## How to complete this task
Pictures found in the material must be left out, and every line returned as written.

## Extracted entries

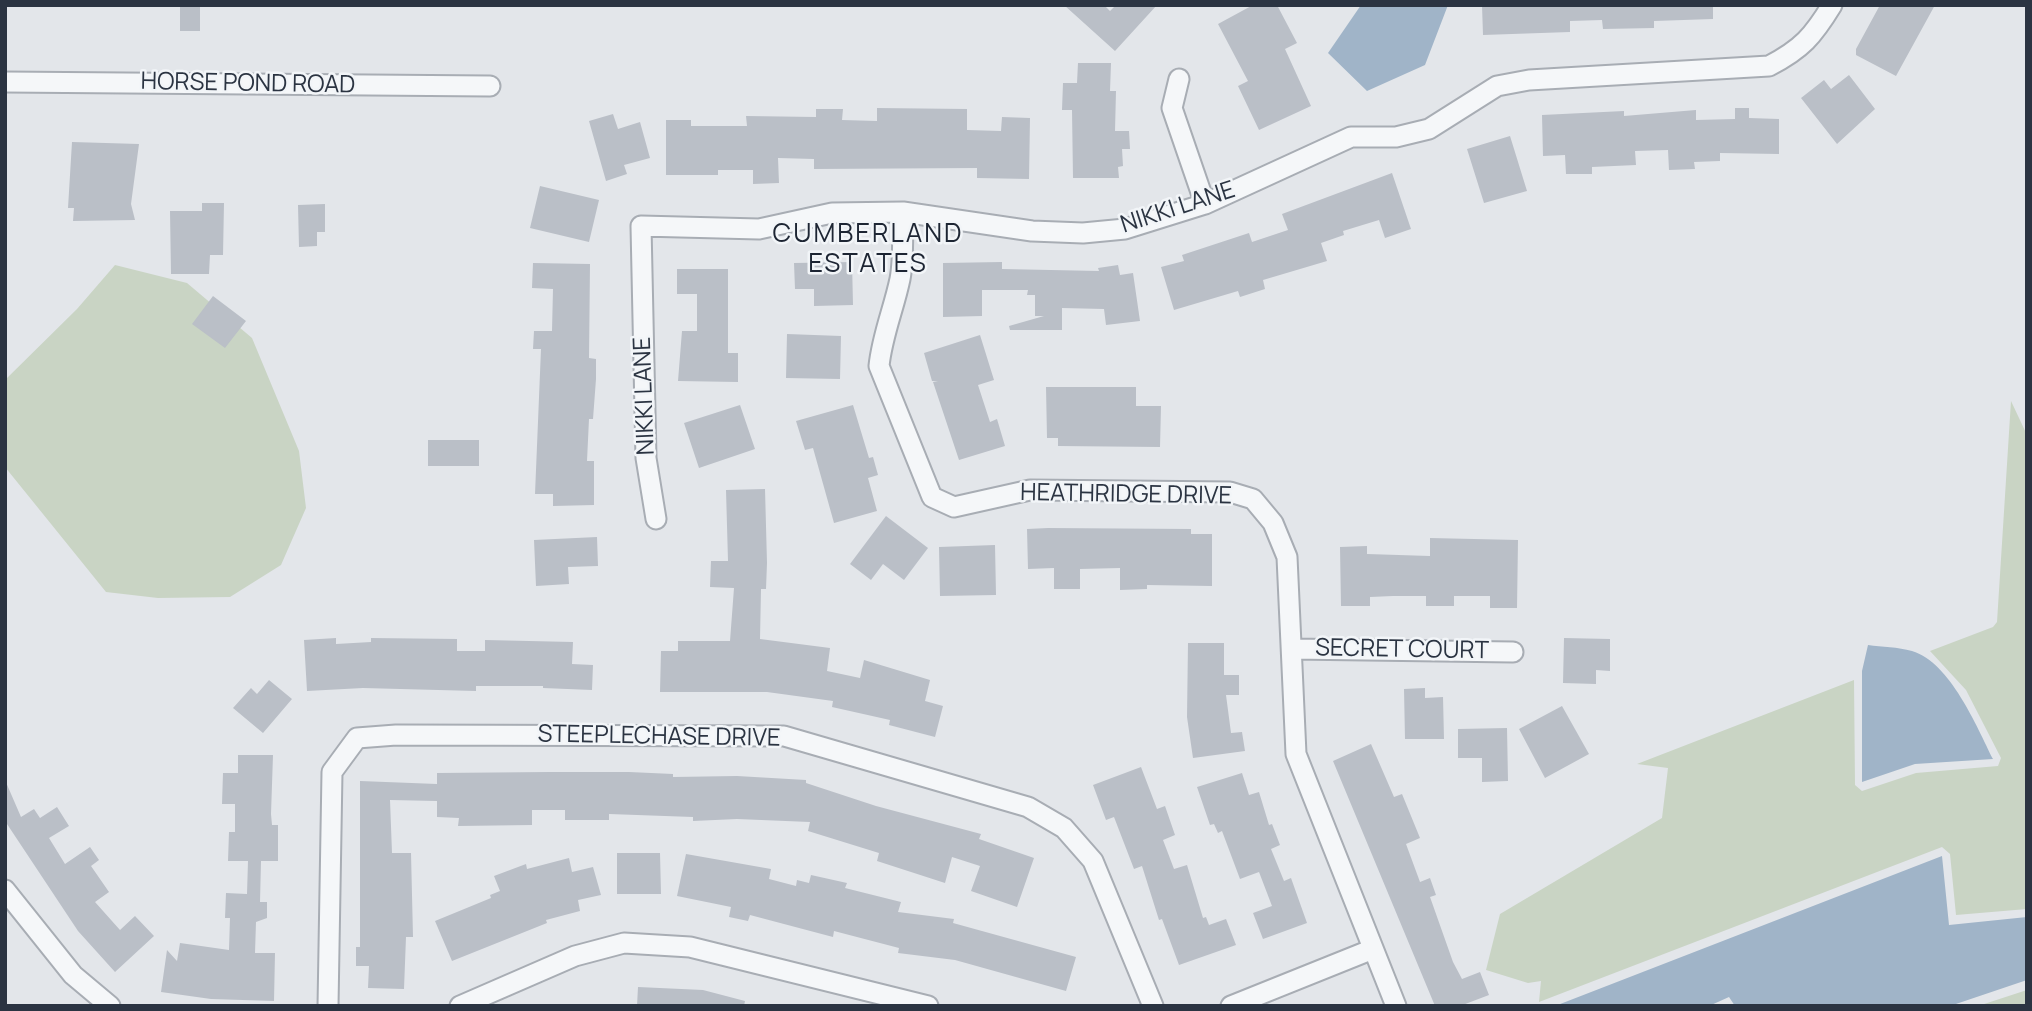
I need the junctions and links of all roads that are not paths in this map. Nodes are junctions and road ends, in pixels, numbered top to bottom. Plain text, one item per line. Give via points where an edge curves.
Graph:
1 (1832, 5) edge
2 (1179, 79) dead end
3 (5, 82) edge
4 (490, 86) dead end
5 (1205, 204) junction
6 (903, 212) junction
7 (656, 519) dead end
8 (1292, 649) junction
9 (1513, 652) dead end
10 (5, 890) edge
11 (1373, 949) junction
12 (869, 999) edge
13 (110, 1006) edge
14 (328, 1006) edge
15 (460, 1006) edge
16 (928, 1006) edge
17 (1153, 1006) edge
18 (1231, 1006) edge
19 (1396, 1006) edge

1 - 5 street, NIKKI LANE via 1797,52 1769,66 1528,80 1497,86 1429,129 1396,137 1350,137
2 - 5 street via 1172,108
3 - 4 street, HORSE POND ROAD
5 - 6 street, NIKKI LANE via 1125,229 1083,233 1032,231
6 - 7 street, NIKKI LANE via 832,213 759,229 641,226 646,458
6 - 8 street, HEATHRIDGE DRIVE via 901,274 881,344 880,366 932,497 954,507 1030,490 1230,492 1253,499 1273,523 1287,556
8 - 9 street, SECRET COURT
8 - 11 street, HEATHRIDGE DRIVE via 1296,754
10 - 13 street via 73,975
11 - 18 street
11 - 19 street, HEATHRIDGE DRIVE
12 - 15 street via 690,947 624,943 575,957
12 - 16 street
14 - 17 street, STEEPLECHASE DRIVE via 332,772 357,738 396,735 784,736 1028,807 1064,828 1093,861

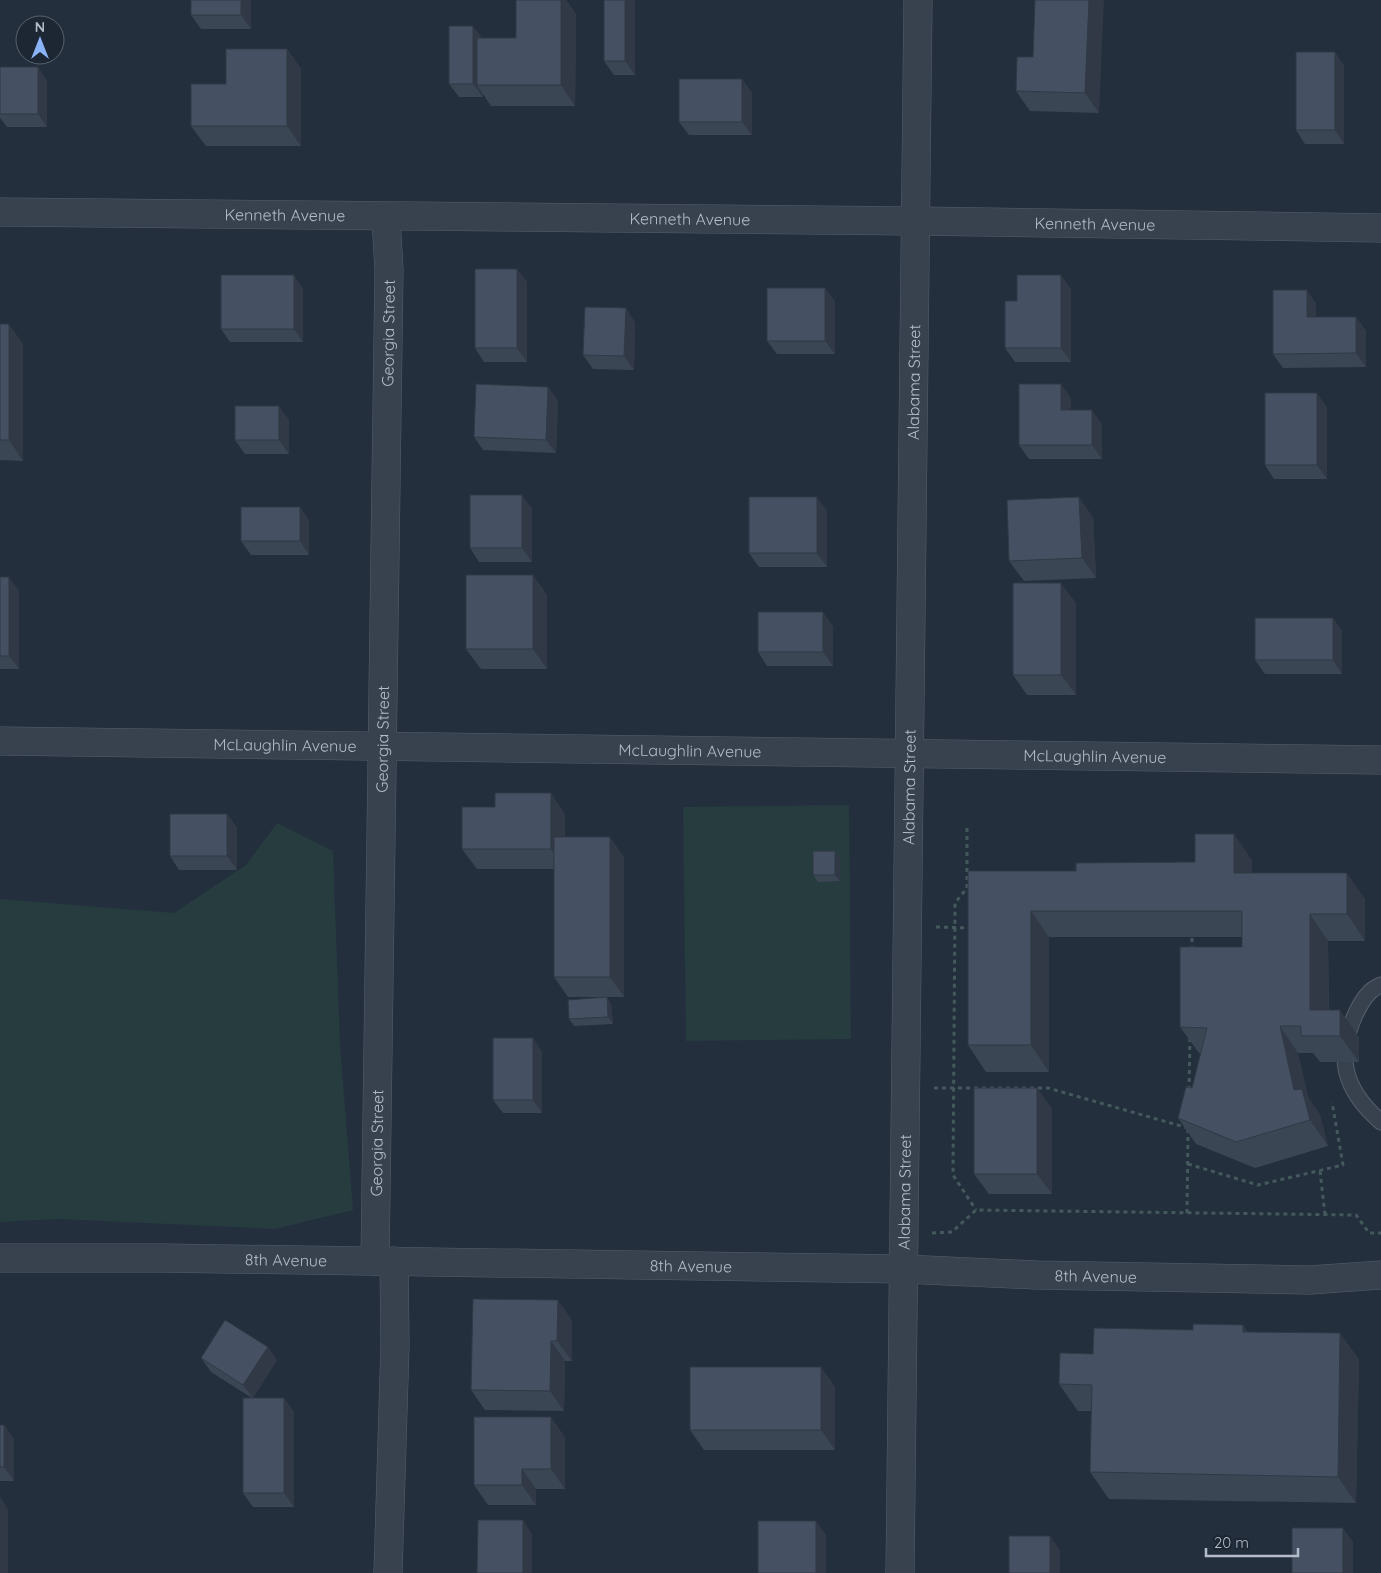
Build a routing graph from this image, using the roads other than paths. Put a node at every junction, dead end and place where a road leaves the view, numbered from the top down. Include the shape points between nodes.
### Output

## Response to the task
I need the junctions and links of all roads that are not paths in this map. Nodes are junctions and road ends, in pixels, numbered top to bottom. Plain text, one item per line. Give via points where an edge curves.
Graph:
1 (1832, 5) edge
2 (1179, 79) dead end
3 (5, 82) edge
4 (490, 86) dead end
5 (1205, 204) junction
6 (903, 212) junction
7 (656, 519) dead end
8 (1292, 649) junction
9 (1513, 652) dead end
10 (5, 890) edge
11 (1373, 949) junction
12 (869, 999) edge
13 (110, 1006) edge
14 (328, 1006) edge
15 (460, 1006) edge
16 (928, 1006) edge
17 (1153, 1006) edge
18 (1231, 1006) edge
19 (1396, 1006) edge

1 - 5 street, NIKKI LANE via 1797,52 1769,66 1528,80 1497,86 1429,129 1396,137 1350,137
2 - 5 street via 1172,108
3 - 4 street, HORSE POND ROAD
5 - 6 street, NIKKI LANE via 1125,229 1083,233 1032,231
6 - 7 street, NIKKI LANE via 832,213 759,229 641,226 646,458
6 - 8 street, HEATHRIDGE DRIVE via 901,274 881,344 880,366 932,497 954,507 1030,490 1230,492 1253,499 1273,523 1287,556
8 - 9 street, SECRET COURT
8 - 11 street, HEATHRIDGE DRIVE via 1296,754
10 - 13 street via 73,975
11 - 18 street
11 - 19 street, HEATHRIDGE DRIVE
12 - 15 street via 690,947 624,943 575,957
12 - 16 street
14 - 17 street, STEEPLECHASE DRIVE via 332,772 357,738 396,735 784,736 1028,807 1064,828 1093,861

Build a routing graph from this image, using the roads other than paths. Put a node at every junction, dead end and place where a road leaves the view, numbered from the top down. Include the shape points between nodes.
### Output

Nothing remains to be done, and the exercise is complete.